As the number of devices in a very large scale integrated (VLSI) circuit chip increases, the individual transistor devices which form its component elementary logic circuits, occupy areas of the chip on the order of a few square microns or less. The quantity of charge which is transferred between field effect transistor devices of that size while carrying out normal switching operations is such that the circuits are very susceptible to electrostatic and even radiation-induced perturbations. In many systems such perturbations, even when they are only transient in nature, may cause or trigger large scale error-correcting processes to be initiated, such as system re-booting. Such error correcting processes, in turn, may cause unnecessary processing delays especially in the case of transient errors, where by the time the system has been re-booted, a transient error has been long gone.
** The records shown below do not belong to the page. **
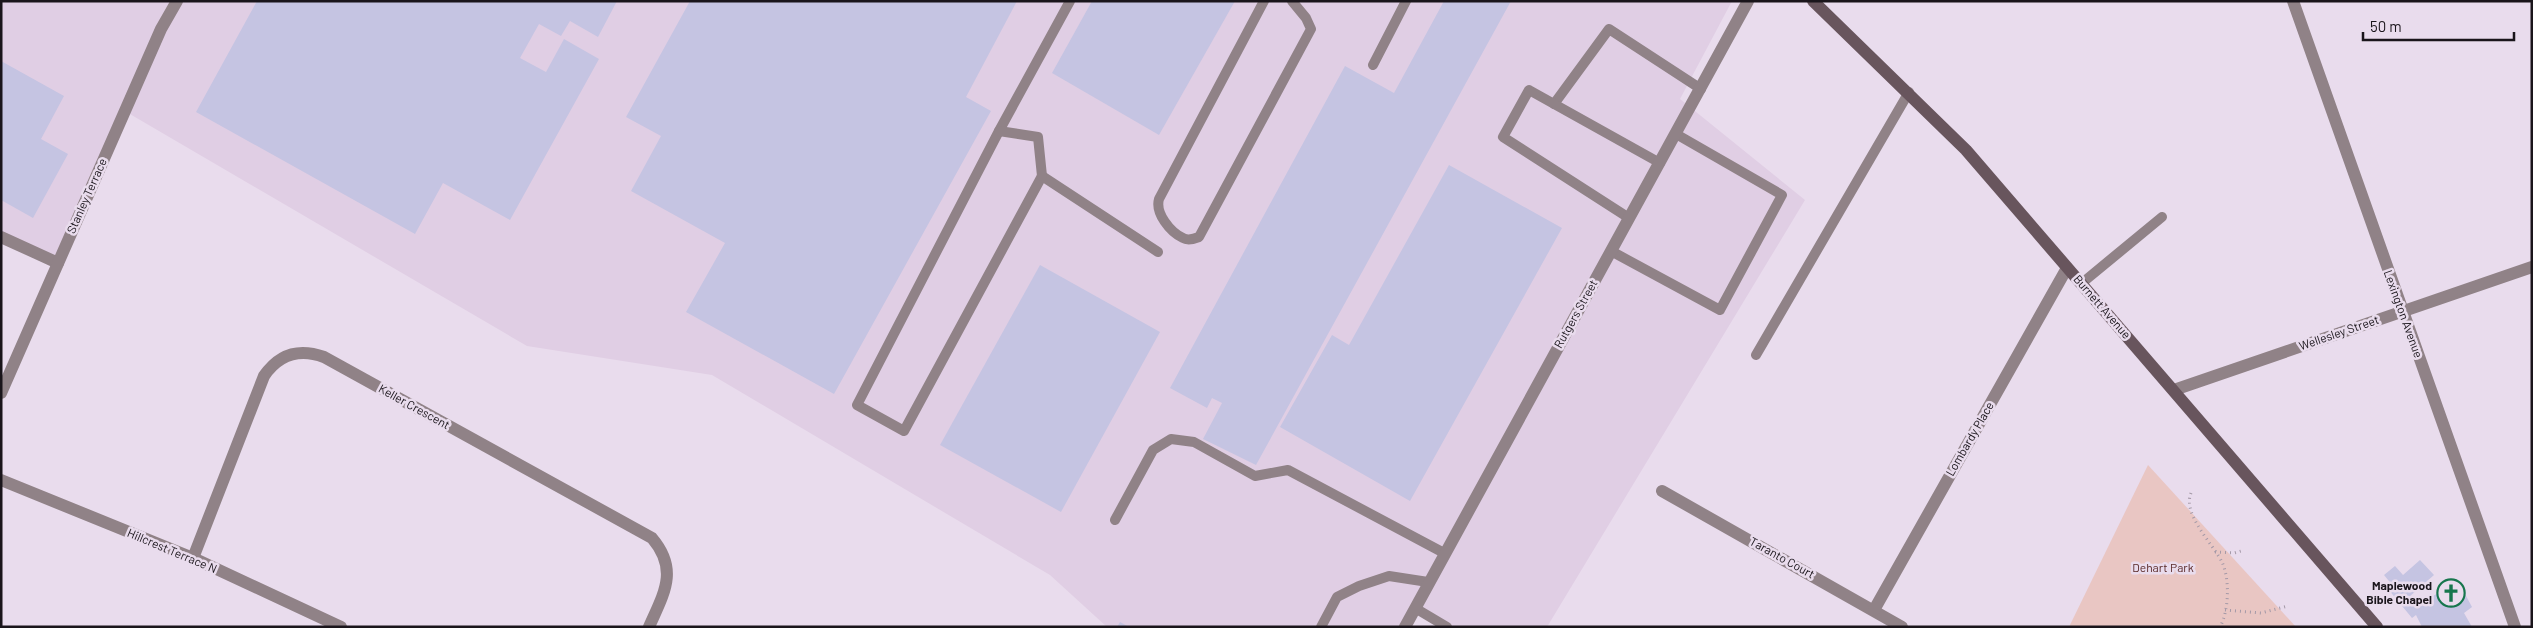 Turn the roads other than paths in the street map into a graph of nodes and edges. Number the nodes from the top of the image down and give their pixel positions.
1 (177, 1) edge
2 (1070, 1) edge
3 (1264, 1) edge
4 (1292, 1) edge
5 (1406, 1) edge
6 (1748, 1) edge
7 (1813, 1) edge
8 (2294, 1) edge
9 (1374, 65) dead end
10 (1701, 89) junction
11 (1908, 92) junction
12 (1554, 104) junction
13 (999, 131) junction
14 (1676, 134) junction
15 (1660, 163) junction
16 (1042, 176) junction
17 (2162, 217) dead end
18 (1630, 218) junction
19 (1, 237) edge
20 (1611, 251) junction
21 (1158, 252) dead end
22 (58, 263) junction
23 (2532, 267) edge
24 (2067, 268) junction
25 (2082, 283) junction
26 (2402, 311) junction
27 (1756, 355) dead end
28 (2174, 390) junction
29 (1, 393) edge
30 (1, 480) edge
31 (1662, 490) dead end
32 (1115, 520) dead end
33 (1444, 553) junction
34 (193, 558) junction
35 (1428, 582) junction
36 (1415, 608) junction
37 (1874, 610) junction
38 (341, 627) edge
39 (649, 627) edge
40 (1321, 627) edge
41 (1404, 627) edge
42 (1447, 627) edge
43 (1902, 627) edge
44 (2377, 627) edge
45 (2515, 627) edge

1 - 22 street, Stanley Terrace
2 - 13 lane
3 - 4 lane
5 - 9 lane
6 - 10 street, Rutgers Street
7 - 11 street, Burnett Avenue
8 - 26 street, Lexington Avenue
10 - 12 lane
10 - 14 street, Rutgers Street
11 - 24 street, Burnett Avenue
11 - 27 lane
12 - 15 lane
12 - 18 lane
13 - 16 lane
13 - 16 lane
14 - 15 street, Rutgers Street
14 - 20 lane
15 - 18 street, Rutgers Street
16 - 21 lane
17 - 25 lane
18 - 20 street, Rutgers Street
19 - 22 street
20 - 33 street, Rutgers Street
22 - 29 street, Stanley Terrace
23 - 26 street, Wellesley Street
24 - 25 street, Burnett Avenue
24 - 37 street, Lombardy Place
25 - 28 street, Burnett Avenue
26 - 28 street, Wellesley Street
26 - 45 street, Lexington Avenue
28 - 44 street, Burnett Avenue
30 - 34 street, Hillcrest Terrace N
31 - 37 street, Taranto Court
32 - 33 lane
33 - 35 street, Rutgers Street
34 - 38 street, Hillcrest Terrace N
34 - 39 street, Keller Crescent
35 - 36 street, Rutgers Street
35 - 40 lane
36 - 41 street, Rutgers Street
36 - 42 lane
37 - 43 street, Taranto Court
Computer systems may be protected from faults by using parity error protection or error correcting code (ECC) techniques. A double error detection ECC will detect and correct all single bit errors, including transient and "stuck-at" faults, as well as all two-bit errors. However, ECC is quite expensive since even for a single error correcting code, a large number of bits will be required. Parity techniques on the other hand are relatively inexpensive but can serve for error detection only. As chip densities increase and newer technologies are implemented, it is expected that the occurrence of transient errors will increase.
Thus there is a need for a method and apparatus which is cost effective and which includes improved immunity to transient errors thereby allowing continued data processing operations with only minimal modification to accommodate the error checking function while minimizing unnecessary recycling in response to transient errors.